第一章
喬嶼森將我們的合照發到網上,瞬間被頂上熱搜。
他配文:【純友誼,第八年】
而彈幕卻是:【男女之間怎麼可能有純友誼】
喬嶼森見狀,直接將帖子轉發給我。
我默不作聲,只是附和他苦澀一笑。
是的,男女之間本就沒有純友誼。
今年,是我暗戀他的第八年。
而明天,他就要結婚了。
1
手機屏幕的光刺得我眼睛生疼,熱搜第一的詞條像一把燒紅的烙鐵,燙在我的心上——#喬嶼森夏晚晴八年純友誼#。
配圖是我和喬嶼森幾個月前在他的慶功宴上拍的合照。
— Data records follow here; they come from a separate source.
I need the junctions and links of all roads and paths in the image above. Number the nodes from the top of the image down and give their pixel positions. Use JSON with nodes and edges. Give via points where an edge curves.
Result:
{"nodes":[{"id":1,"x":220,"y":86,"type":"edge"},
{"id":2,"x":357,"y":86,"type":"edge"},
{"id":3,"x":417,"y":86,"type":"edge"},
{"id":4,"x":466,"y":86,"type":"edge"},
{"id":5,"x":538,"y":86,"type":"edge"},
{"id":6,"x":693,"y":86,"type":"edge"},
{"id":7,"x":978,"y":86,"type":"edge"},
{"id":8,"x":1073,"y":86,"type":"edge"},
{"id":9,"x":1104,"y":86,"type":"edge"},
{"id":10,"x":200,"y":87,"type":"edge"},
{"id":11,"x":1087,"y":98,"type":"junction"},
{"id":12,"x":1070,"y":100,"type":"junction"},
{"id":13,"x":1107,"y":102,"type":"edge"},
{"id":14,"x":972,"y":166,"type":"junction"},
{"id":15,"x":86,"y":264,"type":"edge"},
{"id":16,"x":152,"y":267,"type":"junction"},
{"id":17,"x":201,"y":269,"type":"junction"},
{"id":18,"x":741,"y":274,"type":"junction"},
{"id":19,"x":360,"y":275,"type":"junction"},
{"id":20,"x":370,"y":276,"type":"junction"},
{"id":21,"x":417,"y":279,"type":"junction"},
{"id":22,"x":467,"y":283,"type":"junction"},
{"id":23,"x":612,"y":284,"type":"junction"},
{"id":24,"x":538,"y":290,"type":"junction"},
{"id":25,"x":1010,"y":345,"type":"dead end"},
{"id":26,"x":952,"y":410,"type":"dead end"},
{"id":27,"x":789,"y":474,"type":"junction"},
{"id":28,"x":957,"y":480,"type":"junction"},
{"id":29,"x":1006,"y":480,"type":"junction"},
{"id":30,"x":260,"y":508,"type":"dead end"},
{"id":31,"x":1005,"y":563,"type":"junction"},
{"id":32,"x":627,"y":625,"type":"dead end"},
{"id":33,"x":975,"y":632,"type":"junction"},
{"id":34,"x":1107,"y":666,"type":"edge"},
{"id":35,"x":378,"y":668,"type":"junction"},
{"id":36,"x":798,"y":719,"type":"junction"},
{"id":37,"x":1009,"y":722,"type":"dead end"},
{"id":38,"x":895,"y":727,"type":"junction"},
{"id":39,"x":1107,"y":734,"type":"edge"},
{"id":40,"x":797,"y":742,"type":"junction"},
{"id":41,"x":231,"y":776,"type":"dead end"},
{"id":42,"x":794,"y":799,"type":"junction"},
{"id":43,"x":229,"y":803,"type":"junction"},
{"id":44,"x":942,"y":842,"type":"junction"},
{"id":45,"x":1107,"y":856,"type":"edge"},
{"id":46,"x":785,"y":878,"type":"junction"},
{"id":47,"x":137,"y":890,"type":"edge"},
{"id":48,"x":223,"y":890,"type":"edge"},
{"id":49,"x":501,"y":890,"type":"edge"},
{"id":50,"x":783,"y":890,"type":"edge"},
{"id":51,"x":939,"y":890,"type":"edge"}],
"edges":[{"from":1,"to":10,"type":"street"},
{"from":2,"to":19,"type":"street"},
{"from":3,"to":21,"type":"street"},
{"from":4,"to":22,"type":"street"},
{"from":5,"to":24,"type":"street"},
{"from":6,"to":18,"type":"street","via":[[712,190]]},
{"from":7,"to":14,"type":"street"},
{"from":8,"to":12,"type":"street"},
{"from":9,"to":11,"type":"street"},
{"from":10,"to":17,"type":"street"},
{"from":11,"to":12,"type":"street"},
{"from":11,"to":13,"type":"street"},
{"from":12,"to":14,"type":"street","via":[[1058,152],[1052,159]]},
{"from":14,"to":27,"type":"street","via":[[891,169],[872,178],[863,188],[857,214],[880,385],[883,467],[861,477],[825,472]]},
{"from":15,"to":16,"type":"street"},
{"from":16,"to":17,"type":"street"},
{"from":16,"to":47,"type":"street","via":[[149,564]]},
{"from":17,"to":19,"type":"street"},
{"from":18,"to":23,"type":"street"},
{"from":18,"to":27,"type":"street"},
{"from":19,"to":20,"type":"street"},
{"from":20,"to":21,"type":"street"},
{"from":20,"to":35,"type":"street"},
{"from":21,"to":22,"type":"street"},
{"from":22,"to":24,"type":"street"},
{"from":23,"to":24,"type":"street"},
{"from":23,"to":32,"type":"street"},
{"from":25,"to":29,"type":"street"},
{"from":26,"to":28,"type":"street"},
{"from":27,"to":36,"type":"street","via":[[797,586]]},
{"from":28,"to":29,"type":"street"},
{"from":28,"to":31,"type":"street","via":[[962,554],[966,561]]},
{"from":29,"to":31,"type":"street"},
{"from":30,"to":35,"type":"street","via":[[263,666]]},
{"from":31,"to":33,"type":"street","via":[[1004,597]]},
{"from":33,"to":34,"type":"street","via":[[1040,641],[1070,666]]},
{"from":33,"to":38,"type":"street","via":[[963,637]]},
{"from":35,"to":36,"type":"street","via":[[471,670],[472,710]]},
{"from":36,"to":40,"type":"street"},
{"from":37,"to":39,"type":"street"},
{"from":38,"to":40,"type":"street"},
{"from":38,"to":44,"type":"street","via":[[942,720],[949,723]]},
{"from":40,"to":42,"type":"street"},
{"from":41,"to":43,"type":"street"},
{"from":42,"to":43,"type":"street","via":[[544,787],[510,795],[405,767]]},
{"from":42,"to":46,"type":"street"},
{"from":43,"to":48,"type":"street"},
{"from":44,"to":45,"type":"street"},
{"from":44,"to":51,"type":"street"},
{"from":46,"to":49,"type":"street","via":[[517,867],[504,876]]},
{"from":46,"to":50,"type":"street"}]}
他意氣風發地摟着我的肩膀,笑容燦爛得有些晃眼。
而我,微微側着頭,努力擠出一個看起來足夠「哥們兒」的笑容,眼底卻藏着連我自己都不敢細看的深情。
今天是喬嶼森婚禮的前一天。
他選擇在這個時間點,用這樣一張照片,給我長達八年的暗戀,蓋棺定論爲「純友誼」。
多可笑。我的心像是被一隻無形的手狠狠攥住,疼得幾乎無法呼吸。
八年,兩千九百多個日夜,我陪他從一無所有到嶄露頭角,陪他熬過創業最艱難的時期,陪他分享成功的喜悅,也舔舐他失意的傷口。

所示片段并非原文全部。